Its the last weekend before Christmas and for the first time I'm totally organised, although I wouldn't quite say prepared. The kids presents are bought and hidden away, cards have been sent out to friends and relations, the house is as tidy as its ever been (although no tree this year), bills have been paid and it is great to just relax with the boys, go to the movies, play around and chill out together. A great feeling you would think, not quite..I have a knot in my stomach which has been growing bigger all week, my oldest boy has been sullen and snappy and the youngest wondering whats wrong with him. He knows whats wrong but he cant tell, whats wrong is that I'm going to prison this week and wont be back for a good few months.

It's not my first time in prison but my third, and they have all been this year. My offence? I wont go into too much detail just now but it was a road traffic crime and no one was injured.The first time was when I was charged and took to court the next day, I was refused bail. It took my lawyer two weeks to get me out. Two weeks in Barlinnie not really knowing from one day to the next what was going on. I then spent a few months waiting for the hearing. I plead guilty and was sent to prison. I then appealed the severety of sentence and a short time later, about a month actually, I was released pending the appeal which is this week. I do not expect the sentence to be reduced to a non -custodial one.

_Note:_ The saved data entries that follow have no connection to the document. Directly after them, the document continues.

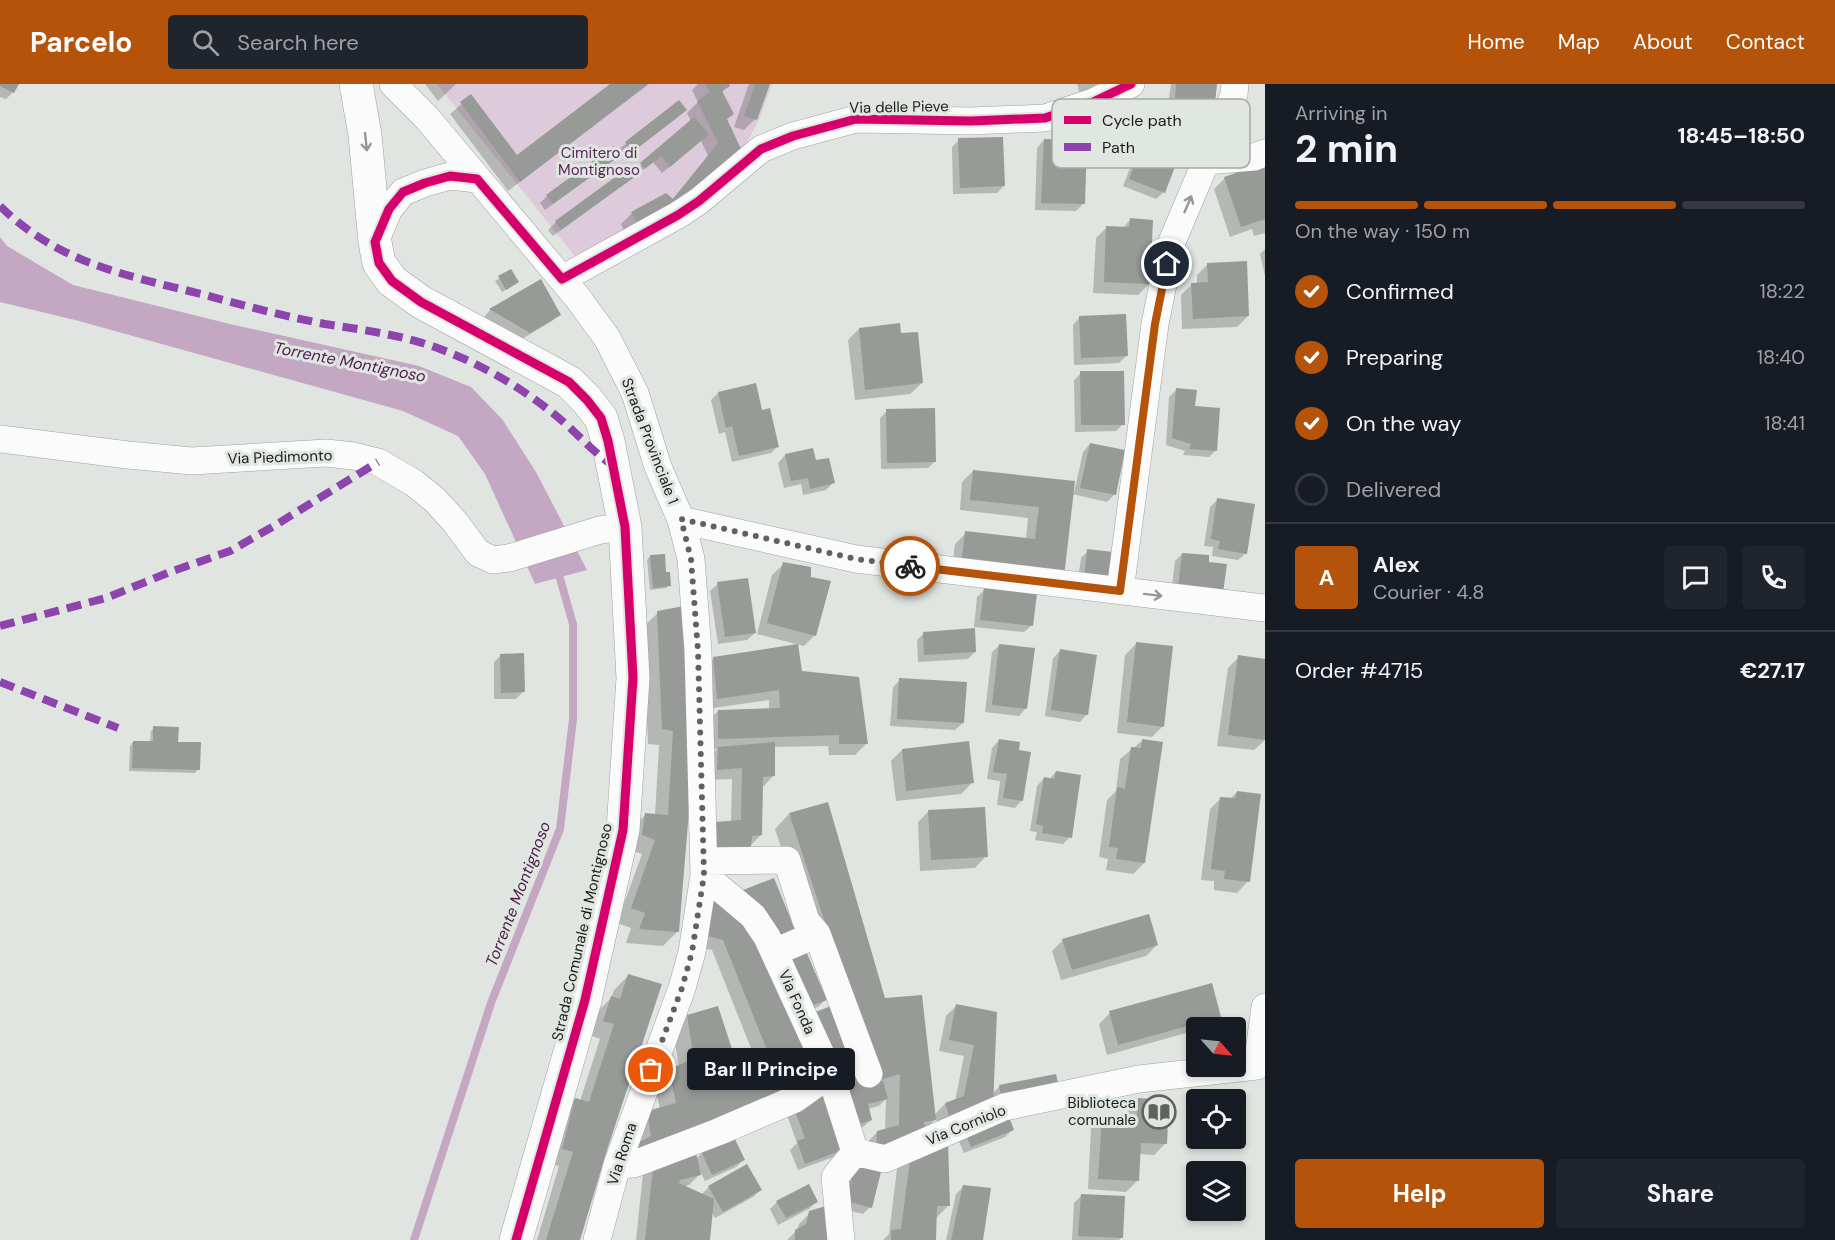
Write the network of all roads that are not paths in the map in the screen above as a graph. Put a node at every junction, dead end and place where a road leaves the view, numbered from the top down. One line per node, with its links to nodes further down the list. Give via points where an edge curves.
1 (356, 84): 13 (street, Strada Comunale di Montignoso, one-way to 13)
2 (393, 84): 5 (street, Strada Provinciale 1)
3 (1131, 84): 6 (street, Via delle Pieve)
4 (1235, 84): 7 (street)
5 (410, 95): 12 (street, Strada Provinciale 1)
6 (1099, 99)
7 (1232, 99)
8 (1052, 116): 14 (street, Via delle Pieve, via 971,121 856,119 793,136 761,149 678,215)
9 (1265, 153): 10 (street)
10 (1250, 157)
11 (1203, 168): 18 (street, one-way to 11, via 1155,324 1171,244)
12 (477, 179): 13 (street, via 450,176 403,192 389,209); 14 (street, Strada Provinciale 1)
13 (375, 242): 17 (street, Strada Comunale di Montignoso, via 379,262 392,282 421,302 569,382 587,400 601,418 608,441)
14 (562, 279): 16 (street, Strada Provinciale 1, via 607,338 635,393 658,467)
15 (0, 439): 17 (street, Via Piedimonto, via 192,461 326,453 354,456 378,462 414,483 435,500 478,553 493,560)
16 (681, 519): 18 (street, via 856,559); 20 (street, Via Roma, via 691,559 698,651)
17 (613, 529): 29 (street, Strada Comunale di Montignoso, via 633,678 622,830 585,1000)
18 (1120, 591): 19 (street, one-way to 19)
19 (1265, 609)
20 (704, 868): 21 (street, via 787,860 806,921); 22 (street, Via Fonda, via 753,916); 28 (street, Via Roma, via 692,952 682,988)
21 (817, 934): 22 (street); 26 (street)
22 (775, 952): 25 (street, Via Fonda)
23 (1265, 1007): 24 (street, Via Corniolo)
24 (1261, 1073): 27 (street, Via Corniolo, via 1139,1079 1004,1107 885,1159)
25 (830, 1074): 27 (street, Via Fonda); 28 (street, via 795,1099 729,1128 634,1164)
26 (869, 1074)
27 (855, 1152): 31 (street, via 835,1177)
28 (617, 1165): 30 (street, Via Roma)
29 (516, 1240)
30 (597, 1240)
31 (841, 1240)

No, it has not been a good year so far, but you have to remember no matter how bad things are going... they can always get worse !! So, off I go again, into the unknown, where I will go? I dont know, not up to me. I will be prisoner number such and such and i will do whatever they tell me untill they let me out and I can return to my life. Follow the path of least possible resistance, just try and get by, try to get on with my fellow prisoners and hope I can keep my head straight and not get too down. I plan to keep a journal, which with help from a guy we hope to keep here. Its not really about me, but just a journey through a prison sentence.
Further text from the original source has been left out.